5 Tips to Caring for Your Child with Congenital Heart Disease

Congenital Heart Disease

5 tips to caring for your child with congenital heart disease

In recognition of World Heart Day on September 29thTeam Select is sharing five tips to caring for your child with congenital heart disease. 

“Congenital (meaning present at birth) heart disease is a term used to describe a number of different conditions that affect the heart. These heart abnormalities are problems that occur as the baby’s heart is developing during pregnancy, before the baby is born.” – Children’s Hospital of Philadelphia

It’s important for parents to know that congenital heart disease is almost impossible to prevent while pregnant, under normal circumstances. 

Types of congenital heart disease include: 

  • Ebstein anomaly 
  • Hypoplastic left heart
  • Total anomalous pulmonary venous return
  • Transposition of the great vessels
  • Tricuspid atresia
  • Truncus arteriosus
  • Aortic stenosis
  • Bicuspid aortic valve
  • Atrial septal defect (ASD)
  • Atrioventricular canal (endocardial cushion defect)

For a full list, please visit MedlinePlus.

Tip #1

Create and maintain a close relationship with your child’s cardiologist 

Maintaining a close and trusting relationship with your child’s pediatric cardiologist will create a clear line of communication between your family and your child’s provider. To build a strong relationship with your child’s provider, try prioritizing health issues to discuss upon arrival and always be open and honest in your communication with them. 

Tip #2 

Get outdoors and get moving

Children with congenital heart disease are encouraged to stay active to improve their heart health and reduce their risk of further complications. According to John Hopkins Medicine, some additional benefits of exercise include reducing stress hormones that can negatively impact the heart and slowing your heart rate and lowering blood pressure. 

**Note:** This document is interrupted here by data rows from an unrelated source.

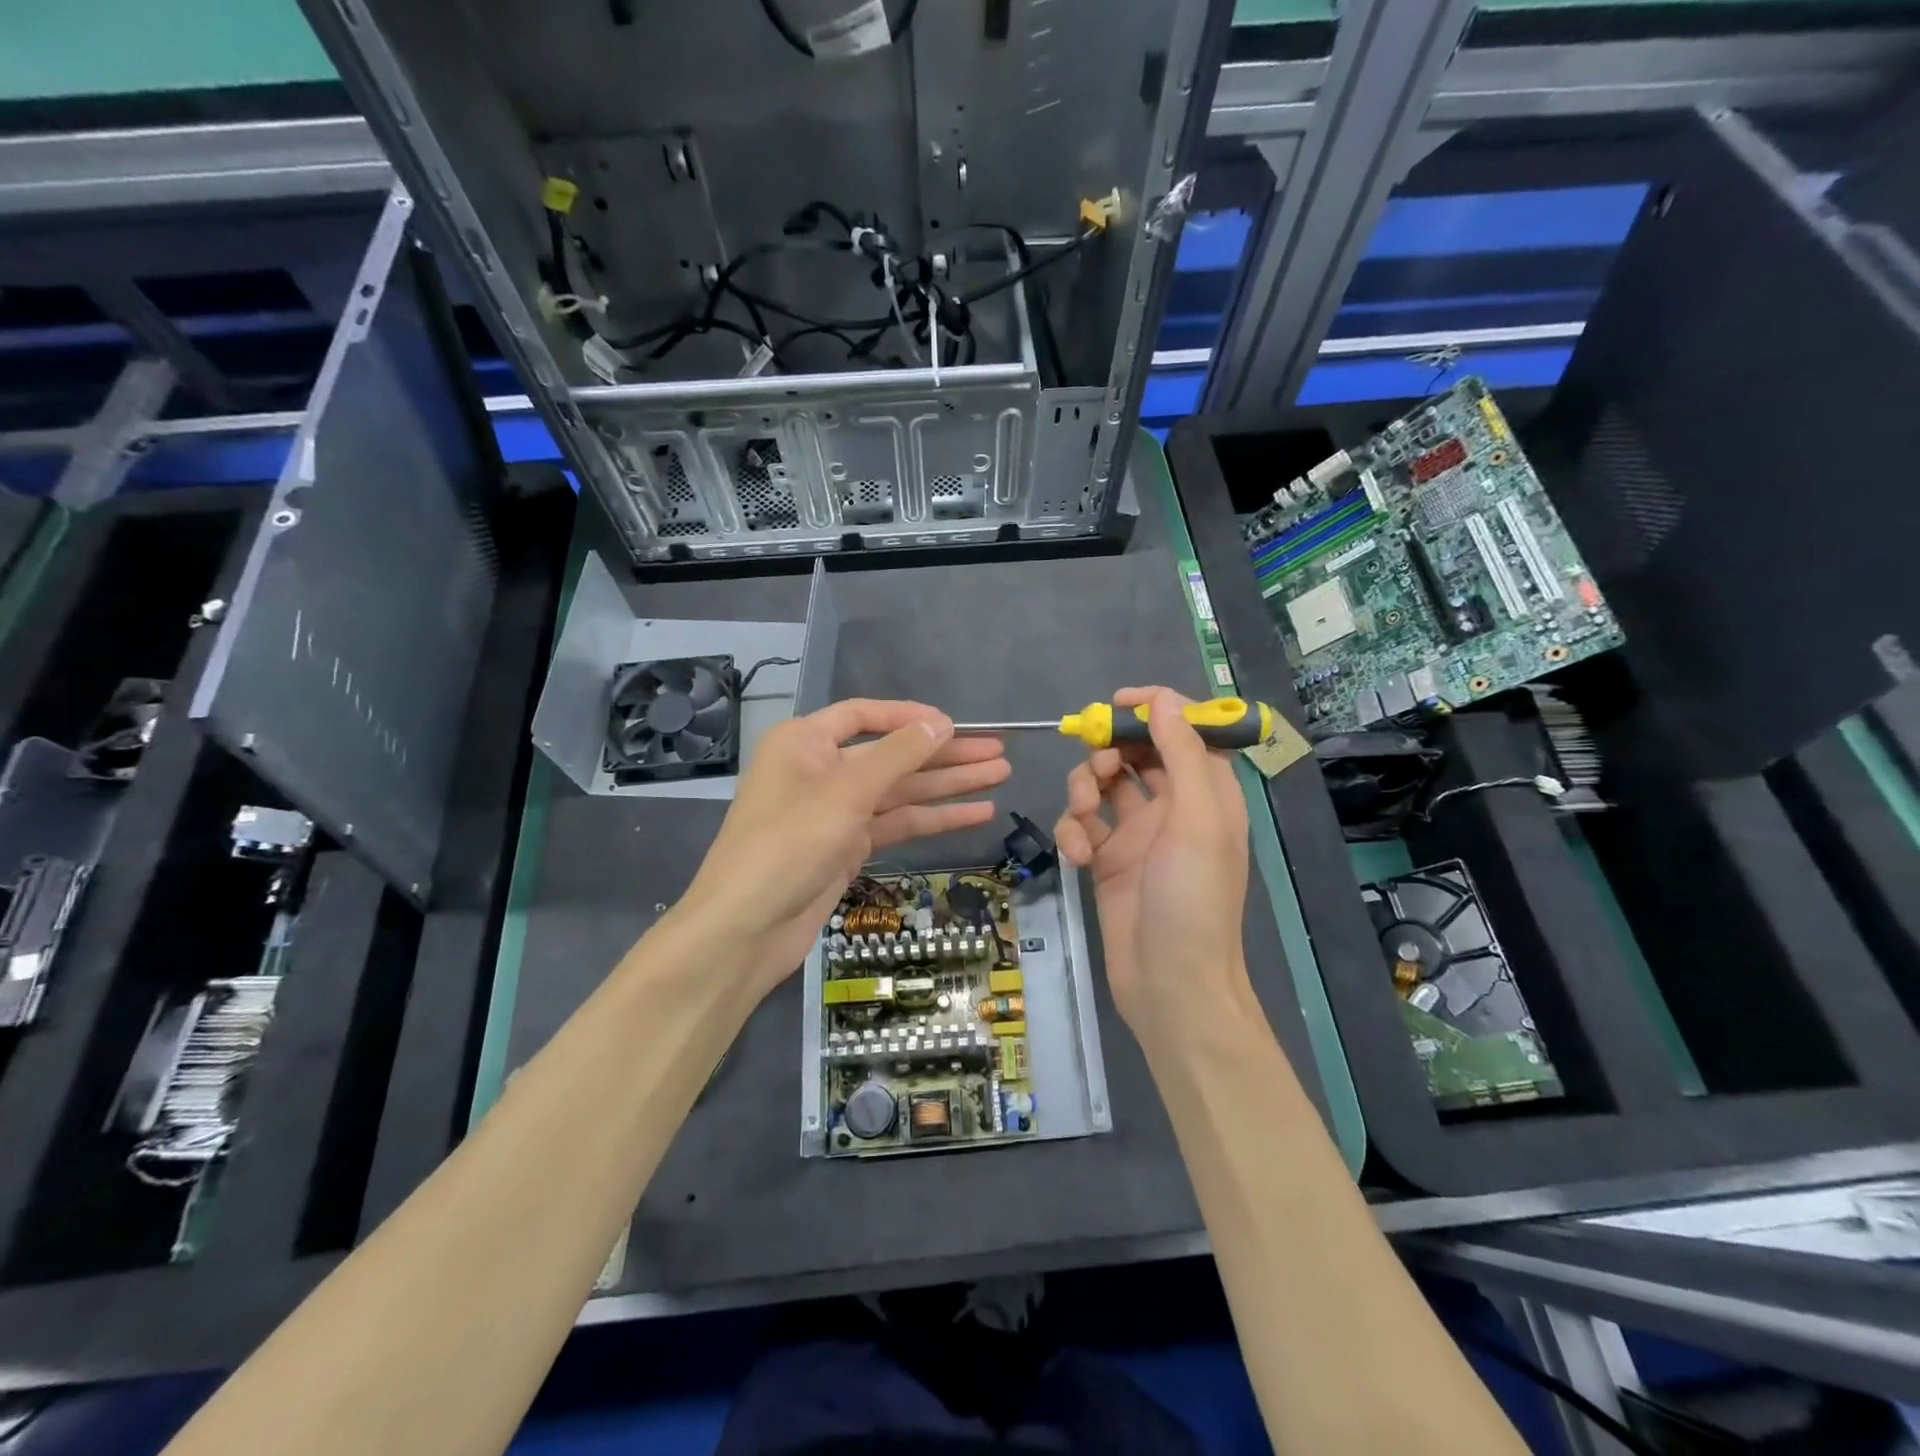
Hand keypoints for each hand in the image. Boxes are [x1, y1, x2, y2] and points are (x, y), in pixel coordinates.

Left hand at [677, 700, 1008, 998]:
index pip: (865, 715)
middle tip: (998, 753)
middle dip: (944, 754)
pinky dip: (933, 819)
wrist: (746, 928)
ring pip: (900, 791)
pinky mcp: (847, 847)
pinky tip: (975, 813)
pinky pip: (896, 824)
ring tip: (1000, 777)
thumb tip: (940, 724)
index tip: (956, 725)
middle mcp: (821, 770)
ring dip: (948, 786)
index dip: (912, 717)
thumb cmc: (788, 844)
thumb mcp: (846, 792)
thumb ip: (897, 754)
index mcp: (806, 742)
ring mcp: (836, 812)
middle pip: (892, 754)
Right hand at [1054, 687, 1254, 1049]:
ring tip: (1082, 816)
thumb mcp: (1196, 820)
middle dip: (1108, 752)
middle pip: (1135, 754)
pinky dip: (1073, 832)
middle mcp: (1173, 807)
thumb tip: (1164, 700)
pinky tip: (1078, 856)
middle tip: (1094, 765)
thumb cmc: (1193, 899)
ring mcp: (1137, 835)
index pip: (1184, 732)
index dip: (1154, 711)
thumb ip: (1180, 755)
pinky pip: (1083, 827)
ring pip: (1102, 786)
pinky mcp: (1107, 860)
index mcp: (1207, 794)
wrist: (1170, 984)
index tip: (1116, 704)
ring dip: (1084, 790)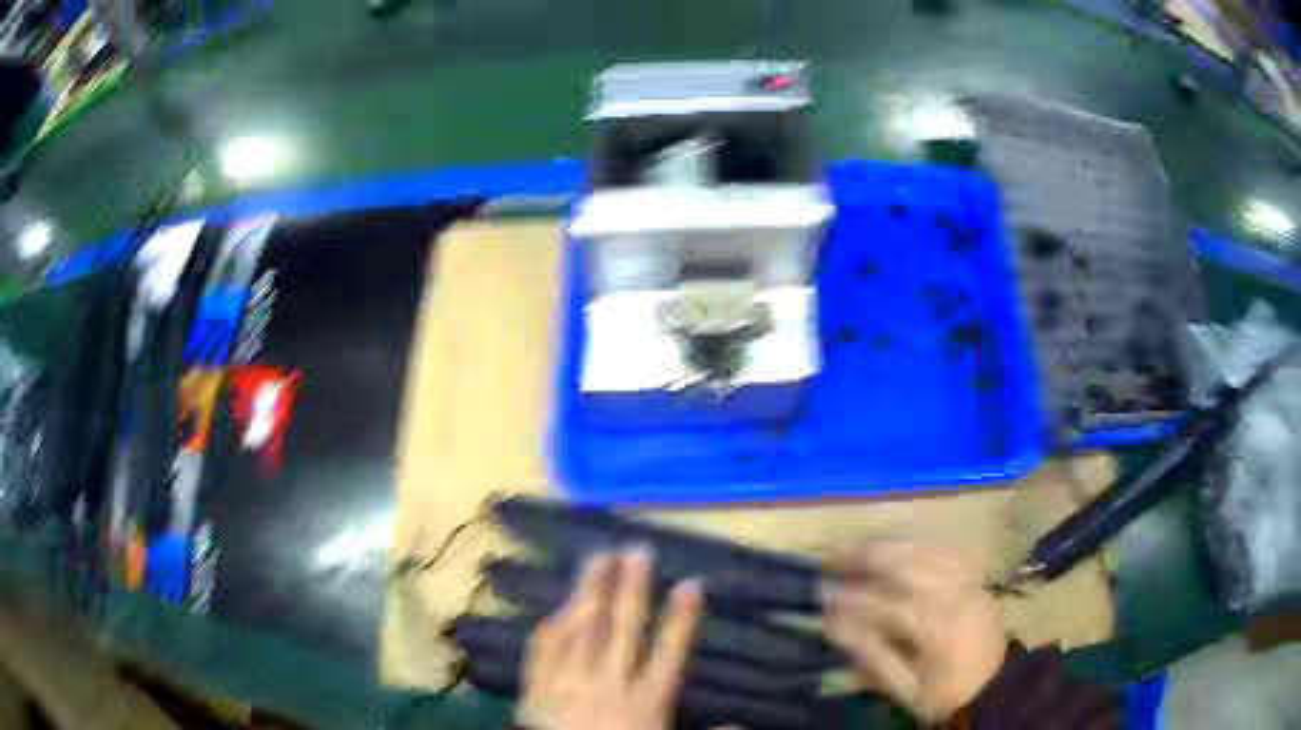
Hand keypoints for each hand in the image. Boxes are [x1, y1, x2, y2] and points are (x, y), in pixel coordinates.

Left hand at [519, 550, 704, 729]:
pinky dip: (552, 626)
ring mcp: (568, 684)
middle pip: (623, 630)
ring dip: (589, 592)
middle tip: (637, 550)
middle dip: (632, 589)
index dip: (682, 617)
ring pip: (582, 630)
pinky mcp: (536, 689)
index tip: (692, 583)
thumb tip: (746, 723)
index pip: (670, 652)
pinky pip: (543, 650)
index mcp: (645, 702)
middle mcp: (608, 685)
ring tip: (596, 557)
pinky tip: (557, 607)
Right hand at [823, 540, 1006, 722]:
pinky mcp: (975, 577)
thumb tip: (836, 627)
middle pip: (905, 563)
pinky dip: (915, 544)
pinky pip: (943, 549)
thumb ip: (873, 657)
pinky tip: (897, 545)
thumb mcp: (906, 690)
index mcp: (937, 627)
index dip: (849, 598)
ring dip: (886, 544)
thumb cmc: (947, 694)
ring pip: (923, 550)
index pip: (885, 603)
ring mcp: (968, 581)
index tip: (820, 599)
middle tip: (828, 554)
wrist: (995, 687)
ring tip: (855, 545)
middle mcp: (954, 594)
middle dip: (862, 555)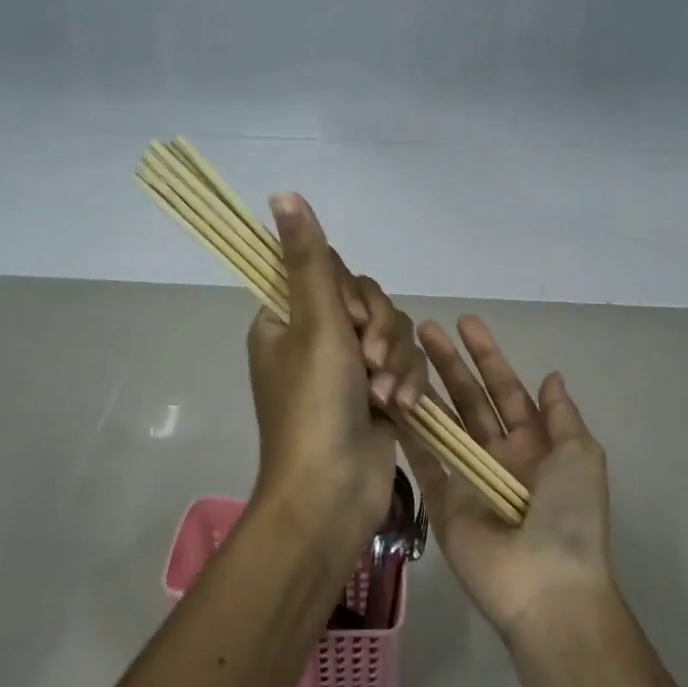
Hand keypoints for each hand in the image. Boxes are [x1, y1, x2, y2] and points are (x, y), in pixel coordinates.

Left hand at [245, 194, 421, 558]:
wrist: (332, 493)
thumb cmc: (315, 405)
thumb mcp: (315, 324)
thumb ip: (307, 258)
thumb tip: (282, 193)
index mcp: (284, 317)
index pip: (326, 272)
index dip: (350, 293)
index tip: (351, 319)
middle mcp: (313, 337)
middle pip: (367, 300)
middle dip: (380, 330)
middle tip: (371, 360)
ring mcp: (346, 366)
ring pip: (392, 331)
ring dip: (396, 361)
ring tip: (387, 395)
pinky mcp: (376, 391)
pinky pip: (402, 363)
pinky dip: (405, 383)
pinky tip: (401, 408)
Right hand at [407, 316, 614, 639]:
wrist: (545, 585)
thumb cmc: (569, 516)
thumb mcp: (581, 455)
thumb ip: (561, 415)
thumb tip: (551, 376)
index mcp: (533, 443)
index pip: (506, 388)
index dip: (487, 355)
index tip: (465, 323)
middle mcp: (498, 454)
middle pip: (469, 398)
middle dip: (450, 363)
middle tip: (424, 329)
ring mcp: (467, 476)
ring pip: (442, 422)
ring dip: (425, 389)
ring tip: (400, 357)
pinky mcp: (441, 498)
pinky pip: (422, 457)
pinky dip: (408, 431)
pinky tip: (392, 399)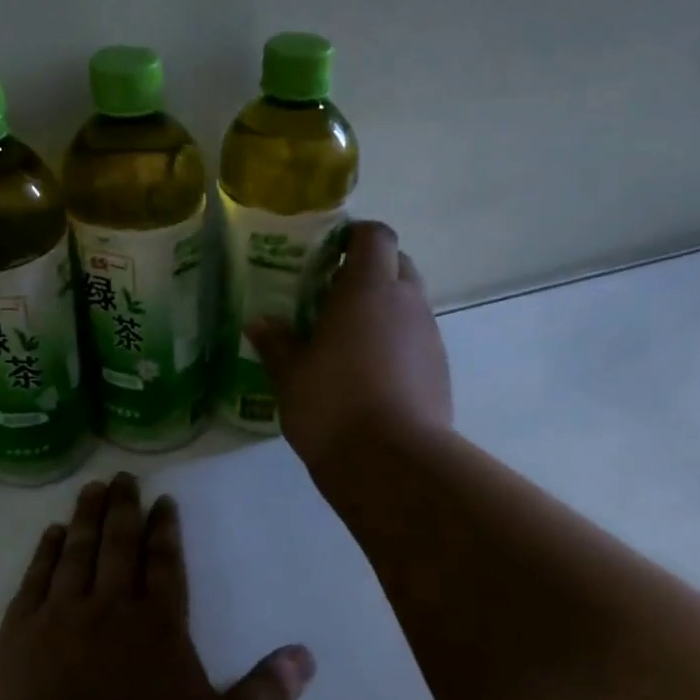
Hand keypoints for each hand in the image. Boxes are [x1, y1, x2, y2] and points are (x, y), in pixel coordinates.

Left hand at [0, 473, 314, 699]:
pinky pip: (35, 580)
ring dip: (86, 518)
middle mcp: (111, 608)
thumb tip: (306, 656)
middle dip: (124, 509)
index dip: (166, 530)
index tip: (162, 500)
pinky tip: (50, 536)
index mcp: (160, 627)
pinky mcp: (17, 637)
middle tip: (122, 477)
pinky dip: (44, 553)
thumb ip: (263, 695)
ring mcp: (60, 618)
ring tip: (91, 490)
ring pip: (78, 553)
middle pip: (120, 545)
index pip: (166, 564)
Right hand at [248, 221, 452, 473]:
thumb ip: (275, 342)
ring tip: (346, 341)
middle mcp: (407, 302)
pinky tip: (368, 375)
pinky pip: (415, 339)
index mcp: (368, 288)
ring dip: (382, 310)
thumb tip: (260, 323)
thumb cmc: (332, 404)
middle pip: (396, 264)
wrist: (392, 463)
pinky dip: (394, 343)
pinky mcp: (439, 369)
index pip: (374, 235)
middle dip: (368, 272)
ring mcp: (429, 336)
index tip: (327, 255)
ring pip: (408, 303)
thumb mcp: (289, 374)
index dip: (354, 237)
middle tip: (331, 299)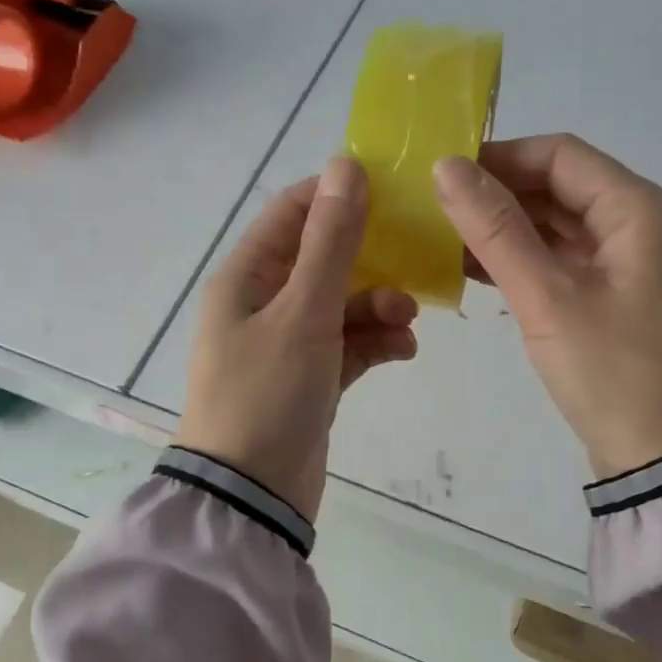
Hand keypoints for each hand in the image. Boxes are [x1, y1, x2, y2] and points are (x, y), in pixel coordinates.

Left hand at [179, 157, 418, 520]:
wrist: (252, 496)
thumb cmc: (268, 394)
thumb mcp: (303, 312)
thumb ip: (330, 242)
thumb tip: (345, 165)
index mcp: (245, 277)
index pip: (291, 212)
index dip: (338, 195)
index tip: (392, 192)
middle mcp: (261, 303)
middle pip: (323, 258)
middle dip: (371, 260)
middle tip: (415, 262)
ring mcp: (285, 343)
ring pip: (341, 304)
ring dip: (378, 305)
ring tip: (408, 322)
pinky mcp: (309, 378)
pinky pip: (347, 345)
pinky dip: (375, 343)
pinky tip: (403, 351)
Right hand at [432, 133, 661, 478]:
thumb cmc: (612, 373)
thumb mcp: (547, 297)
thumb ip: (496, 229)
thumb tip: (445, 167)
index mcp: (642, 211)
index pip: (562, 155)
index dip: (500, 157)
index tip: (443, 173)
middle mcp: (644, 225)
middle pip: (562, 187)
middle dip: (500, 194)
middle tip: (436, 208)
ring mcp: (633, 263)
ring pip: (561, 225)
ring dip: (508, 228)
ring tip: (445, 238)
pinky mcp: (619, 297)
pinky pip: (565, 260)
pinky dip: (524, 260)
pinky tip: (476, 269)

 Fun family activities can include:

  • Taking a hike in nature 
  • Bowling
  • Mini golf 
  • Goat yoga 
  • Jump rope competition 
  • Field sports like soccer or kickball 

Etsy is a unique website that includes a variety of sellers. Check out these Spring Movement Cards for you and your family!  

Tip #3

Consult a feeding specialist, if needed. 

Familydoctor.org shares the difficulty parents may have feeding their child with congenital heart disease. 

“Babies who have heart disease tend to get tired easily while they’re feeding. If feeding makes your baby tired, try giving smaller amounts of breast milk or formula at one time. But feed your baby more often. Burp him or her often, too. Babies who have trouble feeding tend to take in a lot of air. This can make them feel full before they’ve taken in enough milk or formula.” – Familydoctor.org

Tip #4 

Join a support group. 

As a parent of a child with congenital heart disease, or birth defect in any capacity, hearing from other parents alike can build a sense of belonging, community, and help you and your family provide the best care possible for your loved one. 

For a full list of resources, please visit the CDC’s links to congenital heart defect resources.

Tip #5 

Stay up to date with the latest technology. 

By staying current on what devices or software are available, you may be able to utilize this technology in partnership with your physician or surgeon to best care for your loved one.